Так писал Клюев в 1918 году, и характерно окончание этого стиха:
Это сравнение Клюева с Распутиным отмечалось многими мемуаристами: крестьянское происхождение, несомненный литературный талант, пророческий дар, присущая обоим театральность, невероятная противоречивость, причудливое соединение эроса и религии, мученическая смерть, а также общая стратегия поведения их объединяли.
«Клюев – это неудавшийся Распутин», – записал в своем дневнике в 1915 году поэт М. Кузмин.

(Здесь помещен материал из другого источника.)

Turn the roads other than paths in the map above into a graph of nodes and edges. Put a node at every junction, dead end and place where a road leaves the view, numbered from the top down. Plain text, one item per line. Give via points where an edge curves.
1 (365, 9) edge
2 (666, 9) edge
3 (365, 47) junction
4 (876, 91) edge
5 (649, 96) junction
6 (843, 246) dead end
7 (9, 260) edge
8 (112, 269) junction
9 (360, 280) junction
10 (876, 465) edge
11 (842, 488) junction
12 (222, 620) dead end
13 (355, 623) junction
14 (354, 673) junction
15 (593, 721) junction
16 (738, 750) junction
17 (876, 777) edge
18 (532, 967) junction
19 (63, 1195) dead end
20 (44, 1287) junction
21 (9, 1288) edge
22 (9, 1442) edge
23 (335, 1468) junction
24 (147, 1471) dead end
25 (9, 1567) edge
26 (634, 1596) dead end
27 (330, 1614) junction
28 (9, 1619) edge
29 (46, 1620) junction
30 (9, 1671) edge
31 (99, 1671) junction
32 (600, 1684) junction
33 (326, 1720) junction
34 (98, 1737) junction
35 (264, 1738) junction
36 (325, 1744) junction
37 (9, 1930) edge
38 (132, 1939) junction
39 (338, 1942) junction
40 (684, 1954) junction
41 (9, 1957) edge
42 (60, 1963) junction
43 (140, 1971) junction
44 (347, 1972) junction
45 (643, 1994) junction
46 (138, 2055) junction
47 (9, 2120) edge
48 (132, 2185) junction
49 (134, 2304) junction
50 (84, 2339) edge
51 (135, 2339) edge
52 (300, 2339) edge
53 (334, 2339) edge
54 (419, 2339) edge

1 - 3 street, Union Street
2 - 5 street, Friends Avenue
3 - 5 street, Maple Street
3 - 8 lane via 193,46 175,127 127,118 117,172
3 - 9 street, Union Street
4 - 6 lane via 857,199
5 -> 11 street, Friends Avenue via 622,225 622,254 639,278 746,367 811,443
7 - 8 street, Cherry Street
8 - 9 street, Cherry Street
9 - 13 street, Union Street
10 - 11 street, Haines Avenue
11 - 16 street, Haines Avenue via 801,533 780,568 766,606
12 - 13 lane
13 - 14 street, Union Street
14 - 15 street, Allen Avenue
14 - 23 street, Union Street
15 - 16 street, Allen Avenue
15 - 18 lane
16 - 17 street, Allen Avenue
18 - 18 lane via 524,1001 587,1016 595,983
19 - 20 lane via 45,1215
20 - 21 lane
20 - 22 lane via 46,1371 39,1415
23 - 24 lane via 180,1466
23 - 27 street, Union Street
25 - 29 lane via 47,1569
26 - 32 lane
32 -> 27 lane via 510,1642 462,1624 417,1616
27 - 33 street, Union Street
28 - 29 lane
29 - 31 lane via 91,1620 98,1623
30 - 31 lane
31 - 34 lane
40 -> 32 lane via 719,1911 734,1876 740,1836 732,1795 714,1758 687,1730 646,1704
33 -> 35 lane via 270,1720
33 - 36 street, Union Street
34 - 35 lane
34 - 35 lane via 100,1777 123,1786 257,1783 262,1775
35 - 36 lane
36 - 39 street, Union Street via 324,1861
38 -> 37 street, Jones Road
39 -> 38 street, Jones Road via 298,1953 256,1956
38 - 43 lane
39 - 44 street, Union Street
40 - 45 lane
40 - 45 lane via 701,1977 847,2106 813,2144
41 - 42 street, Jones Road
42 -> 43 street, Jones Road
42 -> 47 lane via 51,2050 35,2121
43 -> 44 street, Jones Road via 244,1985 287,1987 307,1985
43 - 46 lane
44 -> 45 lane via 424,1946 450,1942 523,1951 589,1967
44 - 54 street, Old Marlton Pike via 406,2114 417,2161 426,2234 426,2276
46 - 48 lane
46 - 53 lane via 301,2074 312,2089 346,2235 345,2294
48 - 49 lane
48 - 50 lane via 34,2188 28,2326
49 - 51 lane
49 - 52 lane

«…по Распутинской дороге он хочет пробраться к царю», – заметил о Клюеве А. М. Ремизов.
Сама по себе схожесть стратегий – мужик пробирающийся к царю – мало что добавляет к историческому, а не литературному образу Распутина, но эта схожесть многое объясняет в той легенде, которая вокруг Распутина создавалась наряду с легендой хлыстовской и которую Клюев действительно использовал, творя свой личный миф на распутинский манер. В том числе и через религиозное сектантство.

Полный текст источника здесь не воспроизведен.